** EXERCISE GOAL **
Nothing but the data itself, reproduced exactly, is the expected answer.

** SOURCE RECORDS **
============================================================
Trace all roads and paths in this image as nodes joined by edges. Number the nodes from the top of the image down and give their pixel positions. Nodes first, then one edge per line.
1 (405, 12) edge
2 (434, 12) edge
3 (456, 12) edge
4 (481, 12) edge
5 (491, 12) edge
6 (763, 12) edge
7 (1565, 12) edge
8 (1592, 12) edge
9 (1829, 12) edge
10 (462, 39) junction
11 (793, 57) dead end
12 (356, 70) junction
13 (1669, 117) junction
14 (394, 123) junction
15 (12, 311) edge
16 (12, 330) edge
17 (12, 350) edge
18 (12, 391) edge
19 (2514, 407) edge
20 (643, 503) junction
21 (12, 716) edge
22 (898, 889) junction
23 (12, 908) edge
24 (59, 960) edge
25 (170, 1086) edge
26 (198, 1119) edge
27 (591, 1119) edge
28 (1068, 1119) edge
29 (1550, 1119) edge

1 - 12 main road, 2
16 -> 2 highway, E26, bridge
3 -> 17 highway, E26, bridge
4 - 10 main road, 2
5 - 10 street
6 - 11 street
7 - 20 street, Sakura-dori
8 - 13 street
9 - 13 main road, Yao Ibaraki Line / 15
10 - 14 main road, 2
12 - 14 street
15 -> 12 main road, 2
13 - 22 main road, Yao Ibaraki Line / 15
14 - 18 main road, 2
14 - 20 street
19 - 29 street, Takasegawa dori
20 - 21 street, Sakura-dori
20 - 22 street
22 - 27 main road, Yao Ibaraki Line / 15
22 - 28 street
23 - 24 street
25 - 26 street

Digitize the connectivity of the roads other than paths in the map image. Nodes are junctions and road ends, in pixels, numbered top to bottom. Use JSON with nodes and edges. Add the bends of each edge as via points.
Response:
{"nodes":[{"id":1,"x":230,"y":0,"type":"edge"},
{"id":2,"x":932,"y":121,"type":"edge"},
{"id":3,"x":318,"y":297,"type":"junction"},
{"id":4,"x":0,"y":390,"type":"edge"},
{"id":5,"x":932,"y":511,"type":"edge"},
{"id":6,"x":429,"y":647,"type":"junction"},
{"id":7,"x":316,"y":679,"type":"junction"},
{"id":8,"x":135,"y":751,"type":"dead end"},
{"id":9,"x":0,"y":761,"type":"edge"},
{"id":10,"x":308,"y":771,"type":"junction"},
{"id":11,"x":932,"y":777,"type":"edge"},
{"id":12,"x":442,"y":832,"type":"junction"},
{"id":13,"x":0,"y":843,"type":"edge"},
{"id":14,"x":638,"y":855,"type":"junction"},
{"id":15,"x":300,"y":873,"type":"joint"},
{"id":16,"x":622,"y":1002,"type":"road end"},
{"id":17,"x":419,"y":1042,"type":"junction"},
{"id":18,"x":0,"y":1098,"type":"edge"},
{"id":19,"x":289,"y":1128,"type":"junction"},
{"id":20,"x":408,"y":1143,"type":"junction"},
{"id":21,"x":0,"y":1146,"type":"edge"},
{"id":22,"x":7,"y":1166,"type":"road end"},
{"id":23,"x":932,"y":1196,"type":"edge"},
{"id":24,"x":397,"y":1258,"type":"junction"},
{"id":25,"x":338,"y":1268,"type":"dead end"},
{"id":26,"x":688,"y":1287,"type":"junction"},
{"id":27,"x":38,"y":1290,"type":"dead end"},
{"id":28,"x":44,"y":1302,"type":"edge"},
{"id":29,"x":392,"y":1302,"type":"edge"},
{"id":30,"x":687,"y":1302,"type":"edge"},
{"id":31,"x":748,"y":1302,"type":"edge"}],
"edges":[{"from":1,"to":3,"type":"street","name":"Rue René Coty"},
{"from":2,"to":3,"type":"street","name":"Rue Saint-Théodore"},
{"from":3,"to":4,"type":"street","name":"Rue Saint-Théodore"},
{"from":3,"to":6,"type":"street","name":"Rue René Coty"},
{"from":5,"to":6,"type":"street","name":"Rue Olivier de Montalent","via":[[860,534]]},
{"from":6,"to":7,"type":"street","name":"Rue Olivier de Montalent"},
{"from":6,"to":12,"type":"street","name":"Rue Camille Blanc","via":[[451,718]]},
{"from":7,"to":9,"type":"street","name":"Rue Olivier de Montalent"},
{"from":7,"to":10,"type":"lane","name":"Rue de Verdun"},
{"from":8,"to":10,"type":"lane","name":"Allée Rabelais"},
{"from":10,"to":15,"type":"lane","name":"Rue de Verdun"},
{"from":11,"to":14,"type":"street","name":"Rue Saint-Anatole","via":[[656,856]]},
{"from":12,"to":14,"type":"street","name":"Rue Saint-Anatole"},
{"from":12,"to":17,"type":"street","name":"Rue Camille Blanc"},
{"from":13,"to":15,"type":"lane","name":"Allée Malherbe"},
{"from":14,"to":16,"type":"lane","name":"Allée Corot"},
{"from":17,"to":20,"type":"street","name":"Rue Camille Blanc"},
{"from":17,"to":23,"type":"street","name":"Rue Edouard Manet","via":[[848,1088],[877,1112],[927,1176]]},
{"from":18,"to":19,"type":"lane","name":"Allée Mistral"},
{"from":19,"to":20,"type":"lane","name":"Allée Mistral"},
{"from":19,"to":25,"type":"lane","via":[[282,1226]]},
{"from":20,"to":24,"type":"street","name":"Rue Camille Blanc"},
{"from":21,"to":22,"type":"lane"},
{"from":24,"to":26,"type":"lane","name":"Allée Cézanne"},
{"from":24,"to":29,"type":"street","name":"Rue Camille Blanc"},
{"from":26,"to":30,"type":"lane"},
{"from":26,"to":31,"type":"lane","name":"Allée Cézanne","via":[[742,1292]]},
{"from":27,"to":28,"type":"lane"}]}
============================================================
** TASK OUTPUT **
Trace all roads and paths in this image as nodes joined by edges. Number the nodes from the top of the image down and give their pixel positions. Nodes first, then one edge per line.
1 (405, 12) edge
2 (434, 12) edge
3 (456, 12) edge
4 (481, 12) edge
5 (491, 12) edge
6 (763, 12) edge
7 (1565, 12) edge
8 (1592, 12) edge
9 (1829, 12) edge
10 (462, 39) junction
11 (793, 57) dead end
12 (356, 70) junction
13 (1669, 117) junction
14 (394, 123) junction
15 (12, 311) edge
16 (12, 330) edge
17 (12, 350) edge
18 (12, 391) edge
19 (2514, 407) edge
20 (643, 503) junction
21 (12, 716) edge
22 (898, 889) junction
23 (12, 908) edge
24 (59, 960) edge
25 (170, 1086) edge
26 (198, 1119) edge
27 (591, 1119) edge
28 (1068, 1119) edge
29 (1550, 1119) edge

1 - 12 main road, 2
16 -> 2 highway, E26, bridge
3 -> 17 highway, E26, bridge
4 - 10 main road, 2
5 - 10 street
6 - 11 street
7 - 20 street, Sakura-dori
8 - 13 street
9 - 13 main road, Yao Ibaraki Line / 15
10 - 14 main road, 2
12 - 14 street
15 -> 12 main road, 2
13 - 22 main road, Yao Ibaraki Line / 15
14 - 18 main road, 2
14 - 20 street
19 - 29 street, Takasegawa dori
20 - 21 street, Sakura-dori
20 - 22 street
22 - 27 main road, Yao Ibaraki Line / 15
22 - 28 street
23 - 24 street
25 - 26 street

Digitize the connectivity of the roads other than paths in the map image. Nodes are junctions and road ends, in pixels, numbered top to bottom. Use JSON with nodes and edges. Add the bends of each edge as via points.
Response:
{"nodes":[{"id":1,"x":230,"y":0,"type":"edge"},
{"id":2,"x":932,"y":121,"type":"edge"},
{"id":3,"x":318,"y":297,"type":"junction"},
{"id":4,"x":0,"y":390,"type":"edge"},
{"id":5,"x":932,"y":511,"type":"edge"},
{"id":6,"x":429,"y":647,"type":"junction"},
{"id":7,"x":316,"y":679,"type":"junction"},
{"id":8,"x":135,"y":751,"type":"dead end"},
{"id":9,"x":0,"y":761,"type":"edge"},
{"id":10,"x":308,"y":771,"type":"junction"},
{"id":11,"x":932,"y":777,"type":"edge"},
{"id":12,"x":442,"y":832,"type":"junction"},
{"id":13,"x":0,"y":843,"type":"edge"},
{"id":14,"x":638,"y":855,"type":"junction"},
{"id":15,"x":300,"y":873,"type":"joint"},
{"id":16,"x":622,"y":1002,"type":"road end"},
{"id":17,"x":419,"y":1042,"type":"junction"},
{"id":18,"x":0,"y":1098,"type":"edge"},
{"id":19,"x":289,"y":1128,"type":"junction"},
{"id":20,"x":408,"y":1143,"type":"junction"},
{"id":21,"x":0,"y":1146,"type":"edge"},
{"id":22,"x":7,"y":1166,"type":"road end"},
{"id":23,"x":932,"y":1196,"type":"edge"},
{"id":24,"x":397,"y":1258,"type":"junction"},
{"id":25,"x":338,"y":1268,"type":"dead end"},
{"id":26,"x":688,"y":1287,"type":"junction"},
{"id":27,"x":38,"y":1290,"type":"dead end"},
{"id":28,"x":44,"y":1302,"type":"edge"},
{"id":29,"x":392,"y":1302,"type":"edge"},
{"id":30,"x":687,"y":1302,"type":"edge"},
{"id":31,"x":748,"y":1302,"type":"edge"}],
"edges":[{"from":1,"to":3,"type":"street","name":"Rue René Coty"},
{"from":2,"to":3,"type":"street","name":"Rue Saint-Théodore"},
{"from":3,"to":4,"type":"street","name":"Rue Saint-Théodore"},
{"from":3,"to":6,"type":"street","name":"Rue René Coty"},
{"from":5,"to":6,"type":"street","name":"Rue Olivier de Montalent","via":[[860,534]]},
{"from":6,"to":7,"type":"street","name":"Rue Olivier de Montalent"},
{"from":6,"to":12,"type":"street","name":"Rue Camille Blanc","via":[[451,718]]},
{"from":7,"to":9,"type":"street","name":"Rue Olivier de Montalent"},
{"from":7,"to":10,"type":"lane","name":"Rue de Verdun"},
{"from":8,"to":10,"type":"lane","name":"Allée Rabelais"},
{"from":10,"to":15,"type":"lane","name":"Rue de Verdun"},
{"from":11,"to":14,"type":"street","name":"Rue Saint-Anatole","via":[[656,856]]},
{"from":12,"to":14,"type":"street","name":"Rue Saint-Anatole"},
{"from":12,"to":17,"type":"street","name":"Rue Camille Blanc"},
{"from":13,"to":15,"type":"lane","name":"Allée Malherbe"},
{"from":14,"to":16,"type":"lane","name":"Allée Corot"},
{"from":17,"to":20,"type":"street","name":"Rue Camille Blanc"},
{"from":17,"to":23,"type":"street","name":"Rue Edouard Manet","via":[[848,1088],[877,1112],[927,1176]]},
{"from":18,"to":19,"type":"lane","name":"Allée Mistral"},
{"from":19,"to":20,"type":"lane","name":"Allée Mistral"},
{"from":19,"to":25,"type":"lane","via":[[282,1226]]},
{"from":20,"to":24,"type":"street","name":"Rue Camille Blanc"},
{"from":21,"to":22,"type":"lane"},
{"from":24,"to":26,"type":"lane","name":"Allée Cézanne"},
{"from":24,"to":29,"type":"street","name":"Rue Camille Blanc"},
{"from":26,"to":30,"type":"lane"},
{"from":26,"to":31,"type":"lane","name":"Allée Cézanne","via":[[742,1292]]},
{"from":27,"to":28,"type":"lane"}]}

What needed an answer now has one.